# TASK TO CARRY OUT:
An exact copy of each record is required.

# WORKING DATA:

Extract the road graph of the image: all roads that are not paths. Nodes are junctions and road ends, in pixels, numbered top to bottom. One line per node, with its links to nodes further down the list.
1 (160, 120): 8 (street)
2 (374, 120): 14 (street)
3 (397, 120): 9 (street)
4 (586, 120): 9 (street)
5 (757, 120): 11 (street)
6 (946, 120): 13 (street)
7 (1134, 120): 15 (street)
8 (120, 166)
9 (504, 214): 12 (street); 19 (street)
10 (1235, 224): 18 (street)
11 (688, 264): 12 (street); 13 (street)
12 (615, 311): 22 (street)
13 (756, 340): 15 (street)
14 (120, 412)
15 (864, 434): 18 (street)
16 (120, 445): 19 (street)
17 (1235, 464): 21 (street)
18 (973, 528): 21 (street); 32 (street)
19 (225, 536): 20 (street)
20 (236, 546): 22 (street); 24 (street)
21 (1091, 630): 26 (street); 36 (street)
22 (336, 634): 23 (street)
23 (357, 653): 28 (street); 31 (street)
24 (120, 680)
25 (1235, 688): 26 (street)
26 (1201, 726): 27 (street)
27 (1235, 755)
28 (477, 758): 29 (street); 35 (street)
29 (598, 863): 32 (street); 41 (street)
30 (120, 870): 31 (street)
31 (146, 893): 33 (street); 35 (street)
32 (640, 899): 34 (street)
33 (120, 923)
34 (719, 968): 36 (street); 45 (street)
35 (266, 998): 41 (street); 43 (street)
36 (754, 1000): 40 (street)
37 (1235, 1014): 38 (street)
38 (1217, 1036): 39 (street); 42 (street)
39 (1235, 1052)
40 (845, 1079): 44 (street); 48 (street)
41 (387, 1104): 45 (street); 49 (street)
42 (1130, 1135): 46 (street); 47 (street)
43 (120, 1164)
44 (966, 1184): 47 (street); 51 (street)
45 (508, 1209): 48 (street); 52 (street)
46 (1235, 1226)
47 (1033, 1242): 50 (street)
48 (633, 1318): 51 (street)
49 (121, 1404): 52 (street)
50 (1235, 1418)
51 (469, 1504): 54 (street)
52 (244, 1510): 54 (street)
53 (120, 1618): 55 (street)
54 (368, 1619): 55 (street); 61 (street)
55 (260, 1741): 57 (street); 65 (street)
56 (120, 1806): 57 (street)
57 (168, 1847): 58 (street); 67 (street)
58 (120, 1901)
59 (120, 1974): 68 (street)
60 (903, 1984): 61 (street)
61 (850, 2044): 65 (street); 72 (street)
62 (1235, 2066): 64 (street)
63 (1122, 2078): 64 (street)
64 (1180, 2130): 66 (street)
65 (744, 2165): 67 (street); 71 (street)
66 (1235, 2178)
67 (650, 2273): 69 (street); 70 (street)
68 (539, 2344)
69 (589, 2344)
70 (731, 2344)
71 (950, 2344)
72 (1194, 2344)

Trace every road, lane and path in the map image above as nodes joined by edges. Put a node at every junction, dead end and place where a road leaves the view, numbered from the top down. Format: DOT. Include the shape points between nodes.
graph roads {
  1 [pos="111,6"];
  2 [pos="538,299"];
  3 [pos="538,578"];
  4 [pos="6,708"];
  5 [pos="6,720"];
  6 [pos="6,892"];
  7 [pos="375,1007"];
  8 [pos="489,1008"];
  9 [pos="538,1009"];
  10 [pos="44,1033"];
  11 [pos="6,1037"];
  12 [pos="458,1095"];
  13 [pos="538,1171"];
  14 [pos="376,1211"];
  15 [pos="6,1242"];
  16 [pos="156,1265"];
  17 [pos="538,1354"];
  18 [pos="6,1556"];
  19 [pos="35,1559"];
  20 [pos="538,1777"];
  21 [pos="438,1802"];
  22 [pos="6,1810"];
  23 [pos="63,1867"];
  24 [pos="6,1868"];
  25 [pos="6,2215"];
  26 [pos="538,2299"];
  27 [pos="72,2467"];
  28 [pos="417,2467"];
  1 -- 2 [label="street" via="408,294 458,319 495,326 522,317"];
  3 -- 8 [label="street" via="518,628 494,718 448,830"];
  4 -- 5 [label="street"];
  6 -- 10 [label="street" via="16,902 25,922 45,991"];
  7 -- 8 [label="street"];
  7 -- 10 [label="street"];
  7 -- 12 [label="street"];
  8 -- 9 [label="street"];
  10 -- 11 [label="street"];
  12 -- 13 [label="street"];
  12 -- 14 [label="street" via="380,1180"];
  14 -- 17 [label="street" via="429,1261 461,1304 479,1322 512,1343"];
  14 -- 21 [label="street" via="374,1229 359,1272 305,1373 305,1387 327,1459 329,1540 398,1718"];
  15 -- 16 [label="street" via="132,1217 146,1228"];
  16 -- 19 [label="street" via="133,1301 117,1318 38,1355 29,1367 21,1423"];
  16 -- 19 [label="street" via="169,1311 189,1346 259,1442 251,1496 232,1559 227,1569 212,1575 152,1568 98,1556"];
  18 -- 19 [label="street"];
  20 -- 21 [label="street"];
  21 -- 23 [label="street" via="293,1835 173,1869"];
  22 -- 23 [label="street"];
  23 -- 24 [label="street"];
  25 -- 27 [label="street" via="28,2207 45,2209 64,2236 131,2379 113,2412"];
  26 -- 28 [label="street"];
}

# RESPONSE BELOW:
Extract the road graph of the image: all roads that are not paths. Nodes are junctions and road ends, in pixels, numbered top to bottom. One line per node, with its links to nodes further down the list.
1 (160, 120): 8 (street)
2 (374, 120): 14 (street)
3 (397, 120): 9 (street)
4 (586, 120): 9 (street)
5 (757, 120): 11 (street)
6 (946, 120): 13 (street)
7 (1134, 120): 15 (street)
8 (120, 166)
9 (504, 214): 12 (street); 19 (street)
10 (1235, 224): 18 (street)
11 (688, 264): 12 (street); 13 (street)
12 (615, 311): 22 (street)
13 (756, 340): 15 (street)
14 (120, 412)
15 (864, 434): 18 (street)
16 (120, 445): 19 (street)
17 (1235, 464): 21 (street)
18 (973, 528): 21 (street); 32 (street)
19 (225, 536): 20 (street)
20 (236, 546): 22 (street); 24 (street)
21 (1091, 630): 26 (street); 36 (street)
22 (336, 634): 23 (street)
23 (357, 653): 28 (street); 31 (street)
24 (120, 680)
25 (1235, 688): 26 (street)
26 (1201, 726): 27 (street)
27 (1235, 755)
28 (477, 758): 29 (street); 35 (street)
29 (598, 863): 32 (street); 41 (street)
30 (120, 870): 31 (street)
31 (146, 893): 33 (street); 35 (street)
32 (640, 899): 34 (street)
33 (120, 923)
34 (719, 968): 36 (street); 45 (street)
35 (266, 998): 41 (street); 43 (street)
36 (754, 1000): 40 (street)
37 (1235, 1014): 38 (street)
38 (1217, 1036): 39 (street); 42 (street)
39 (1235, 1052)
40 (845, 1079): 44 (street); 48 (street)
41 (387, 1104): 45 (street); 49 (street)
42 (1130, 1135): 46 (street); 47 (street)
43 (120, 1164)
44 (966, 1184): 47 (street); 51 (street)
45 (508, 1209): 48 (street); 52 (street)
46 (1235, 1226)
47 (1033, 1242): 50 (street)
48 (633, 1318): 51 (street)
49 (121, 1404): 52 (street)
50 (1235, 1418)
51 (469, 1504): 54 (street)
52 (244, 1510): 54 (street)
53 (120, 1618): 55 (street)
54 (368, 1619): 55 (street); 61 (street)
55 (260, 1741): 57 (street); 65 (street)
56 (120, 1806): 57 (street)
57 (168, 1847): 58 (street); 67 (street)
58 (120, 1901)
59 (120, 1974): 68 (street)
60 (903, 1984): 61 (street)
61 (850, 2044): 65 (street); 72 (street)
62 (1235, 2066): 64 (street)
63 (1122, 2078): 64 (street)
64 (1180, 2130): 66 (street)
65 (744, 2165): 67 (street); 71 (street)
66 (1235, 2178)
67 (650, 2273): 69 (street); 70 (street)
68 (539, 2344)
69 (589, 2344)
70 (731, 2344)
71 (950, 2344)
72 (1194, 2344)

Trace every road, lane and path in the map image above as nodes joined by edges. Put a node at every junction, dead end and place where a road leaves the view, numbered from the top down. Format: DOT. Include the shape points between nodes.
graph roads {
  1 [pos="111,6"];
  2 [pos="538,299"];
  3 [pos="538,578"];
  4 [pos="6,708"];
  5 [pos="6,720"];
  6 [pos="6,892"];
  7 [pos="375,1007"];
  8 [pos="489,1008"];
  9 [pos="538,1009"];
  10 [pos="44,1033"];
  11 [pos="6,1037"];
  12 [pos="458,1095"];
  13 [pos="538,1171"];
  14 [pos="376,1211"];
  15 [pos="6,1242"];
  16 [pos="156,1265"];
  17 [pos="538,1354"];
  18 [pos="6,1556"];
  19 [pos="35,1559"];
  20 [pos="538,1777"];
  21 [pos="438,1802"];
  22 [pos="6,1810"];
  23 [pos="63,1867"];
  24 [pos="6,1868"];
  25 [pos="6,2215"];
  26 [pos="538,2299"];
  27 [pos="72,2467"];
  28 [pos="417,2467"];
  1 -- 2 [label="street" via="408,294 458,319 495,326 522,317"];
  3 -- 8 [label="street" via="518,628 494,718 448,830"];
  4 -- 5 [label="street"];
  6 -- 10 [label="street" via="16,902 25,922 45,991"];
  7 -- 8 [label="street"];
  7 -- 10 [label="street"];
  7 -- 12 [label="street"];
  8 -- 9 [label="street"];
  10 -- 11 [label="street"];
  12 -- 13 [label="street"];
  12 -- 14 [label="street" via="380,1180"];
  14 -- 17 [label="street" via="429,1261 461,1304 479,1322 512,1343"];
  14 -- 21 [label="street" via="374,1229 359,1272 305,1373 305,1387 327,1459 329,1540 398,1718"];
  15 -- 16 [label="street" via="132,1217 146,1228"];
  16 -- 19 [label="street" via="133,1301 117,1318 38,1355 29,1367 21,1423"];
  16 -- 19 [label="street" via="169,1311 189,1346 259,1442 251,1496 232,1559 227,1569 212,1575 152,1568 98,1556"];
  18 -- 19 [label="street"];
  20 -- 21 [label="street"];
  21 -- 23 [label="street" via="293,1835 173,1869"];
  22 -- 23 [label="street"];
  23 -- 24 [label="street"];
  25 -- 27 [label="street" via="28,2207 45,2209 64,2236 131,2379 113,2412"];
  26 -- 28 [label="street"];
}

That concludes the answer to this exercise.